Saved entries

= = =

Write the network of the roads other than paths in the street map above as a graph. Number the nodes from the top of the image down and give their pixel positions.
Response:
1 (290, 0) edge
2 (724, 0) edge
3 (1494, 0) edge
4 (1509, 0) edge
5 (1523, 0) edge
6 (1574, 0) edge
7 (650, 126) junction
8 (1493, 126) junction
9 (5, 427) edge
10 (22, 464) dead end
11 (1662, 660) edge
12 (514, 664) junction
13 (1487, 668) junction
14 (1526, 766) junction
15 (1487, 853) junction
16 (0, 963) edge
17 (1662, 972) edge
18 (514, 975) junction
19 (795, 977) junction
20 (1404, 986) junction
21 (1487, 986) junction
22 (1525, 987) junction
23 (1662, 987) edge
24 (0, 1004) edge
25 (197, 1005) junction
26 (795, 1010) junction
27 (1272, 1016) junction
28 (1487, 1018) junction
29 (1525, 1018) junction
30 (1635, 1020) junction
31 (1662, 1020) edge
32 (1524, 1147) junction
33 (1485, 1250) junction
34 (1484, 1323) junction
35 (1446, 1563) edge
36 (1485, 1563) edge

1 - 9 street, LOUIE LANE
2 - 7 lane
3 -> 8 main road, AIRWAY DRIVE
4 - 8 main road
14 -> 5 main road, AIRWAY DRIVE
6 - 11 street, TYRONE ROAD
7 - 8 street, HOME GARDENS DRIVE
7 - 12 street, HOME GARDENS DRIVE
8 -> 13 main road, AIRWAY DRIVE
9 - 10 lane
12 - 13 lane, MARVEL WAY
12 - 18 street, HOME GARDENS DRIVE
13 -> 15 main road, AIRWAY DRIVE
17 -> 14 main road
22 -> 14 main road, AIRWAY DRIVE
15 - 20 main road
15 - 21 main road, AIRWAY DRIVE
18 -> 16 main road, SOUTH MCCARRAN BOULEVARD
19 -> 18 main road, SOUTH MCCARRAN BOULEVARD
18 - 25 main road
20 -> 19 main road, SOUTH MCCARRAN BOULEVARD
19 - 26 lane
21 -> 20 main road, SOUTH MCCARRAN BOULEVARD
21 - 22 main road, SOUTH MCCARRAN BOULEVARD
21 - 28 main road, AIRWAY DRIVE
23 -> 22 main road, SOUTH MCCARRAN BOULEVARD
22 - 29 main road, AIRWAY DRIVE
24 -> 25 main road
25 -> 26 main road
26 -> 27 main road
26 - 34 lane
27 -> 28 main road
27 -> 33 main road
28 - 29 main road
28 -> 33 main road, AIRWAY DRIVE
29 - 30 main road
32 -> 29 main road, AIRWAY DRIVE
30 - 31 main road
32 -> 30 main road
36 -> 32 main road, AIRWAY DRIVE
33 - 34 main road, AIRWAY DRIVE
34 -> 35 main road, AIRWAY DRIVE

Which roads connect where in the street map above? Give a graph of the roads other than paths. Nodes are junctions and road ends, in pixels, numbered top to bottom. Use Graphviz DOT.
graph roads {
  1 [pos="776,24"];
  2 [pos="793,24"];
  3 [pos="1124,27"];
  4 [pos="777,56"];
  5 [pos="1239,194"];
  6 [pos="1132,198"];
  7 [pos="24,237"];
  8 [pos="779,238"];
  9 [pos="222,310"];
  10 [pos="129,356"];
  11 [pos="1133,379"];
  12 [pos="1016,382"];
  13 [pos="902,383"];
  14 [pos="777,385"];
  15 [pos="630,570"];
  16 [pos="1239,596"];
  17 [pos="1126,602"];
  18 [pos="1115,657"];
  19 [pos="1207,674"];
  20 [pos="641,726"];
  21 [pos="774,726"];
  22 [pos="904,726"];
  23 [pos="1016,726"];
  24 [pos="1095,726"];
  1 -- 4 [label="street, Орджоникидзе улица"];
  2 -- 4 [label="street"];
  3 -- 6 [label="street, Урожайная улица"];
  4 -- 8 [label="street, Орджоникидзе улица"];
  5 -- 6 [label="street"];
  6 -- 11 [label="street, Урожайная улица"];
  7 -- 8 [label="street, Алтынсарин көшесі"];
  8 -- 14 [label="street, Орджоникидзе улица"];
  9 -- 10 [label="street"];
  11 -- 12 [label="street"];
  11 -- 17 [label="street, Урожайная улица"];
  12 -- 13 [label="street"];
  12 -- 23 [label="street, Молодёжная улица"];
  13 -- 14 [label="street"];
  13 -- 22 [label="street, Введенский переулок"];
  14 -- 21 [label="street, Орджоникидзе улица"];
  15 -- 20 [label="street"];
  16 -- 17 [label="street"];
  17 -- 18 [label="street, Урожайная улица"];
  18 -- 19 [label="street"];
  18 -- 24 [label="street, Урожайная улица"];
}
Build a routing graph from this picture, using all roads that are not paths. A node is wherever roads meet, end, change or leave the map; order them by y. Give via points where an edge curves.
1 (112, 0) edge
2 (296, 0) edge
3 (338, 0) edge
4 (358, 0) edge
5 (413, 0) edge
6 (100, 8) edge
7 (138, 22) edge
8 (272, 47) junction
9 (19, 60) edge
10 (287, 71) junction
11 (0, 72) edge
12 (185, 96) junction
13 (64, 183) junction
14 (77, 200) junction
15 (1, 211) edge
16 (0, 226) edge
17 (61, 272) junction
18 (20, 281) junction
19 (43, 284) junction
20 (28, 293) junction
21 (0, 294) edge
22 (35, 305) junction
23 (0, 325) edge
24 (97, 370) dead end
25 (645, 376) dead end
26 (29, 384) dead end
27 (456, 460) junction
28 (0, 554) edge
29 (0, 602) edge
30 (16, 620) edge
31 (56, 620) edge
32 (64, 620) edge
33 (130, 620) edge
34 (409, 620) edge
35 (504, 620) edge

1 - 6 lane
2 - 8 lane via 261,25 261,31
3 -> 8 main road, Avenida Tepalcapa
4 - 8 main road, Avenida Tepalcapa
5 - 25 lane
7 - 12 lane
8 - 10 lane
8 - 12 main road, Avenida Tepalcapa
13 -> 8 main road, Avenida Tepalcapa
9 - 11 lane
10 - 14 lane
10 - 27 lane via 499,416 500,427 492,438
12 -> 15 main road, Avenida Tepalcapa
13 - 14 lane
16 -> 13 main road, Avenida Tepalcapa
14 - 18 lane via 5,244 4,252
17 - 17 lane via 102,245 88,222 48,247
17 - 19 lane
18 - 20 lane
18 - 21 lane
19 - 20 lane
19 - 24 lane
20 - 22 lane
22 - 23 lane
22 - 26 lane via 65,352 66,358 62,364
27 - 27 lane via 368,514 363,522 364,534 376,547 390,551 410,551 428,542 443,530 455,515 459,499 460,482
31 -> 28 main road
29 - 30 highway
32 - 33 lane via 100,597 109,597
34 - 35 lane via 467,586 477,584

= = =

INSTRUCTIONS FOR THE TASK:
Where a line of the data above includes "MCCARRAN", copy that line.

SOLUTION FOR THIS PROBLEM:
18 -> 16 main road, SOUTH MCCARRAN BOULEVARD
19 -> 18 main road, SOUTH MCCARRAN BOULEVARD
20 -> 19 main road, SOUTH MCCARRAN BOULEVARD
21 -> 20 main road, SOUTH MCCARRAN BOULEVARD
21 - 22 main road, SOUTH MCCARRAN BOULEVARD
23 -> 22 main road, SOUTH MCCARRAN BOULEVARD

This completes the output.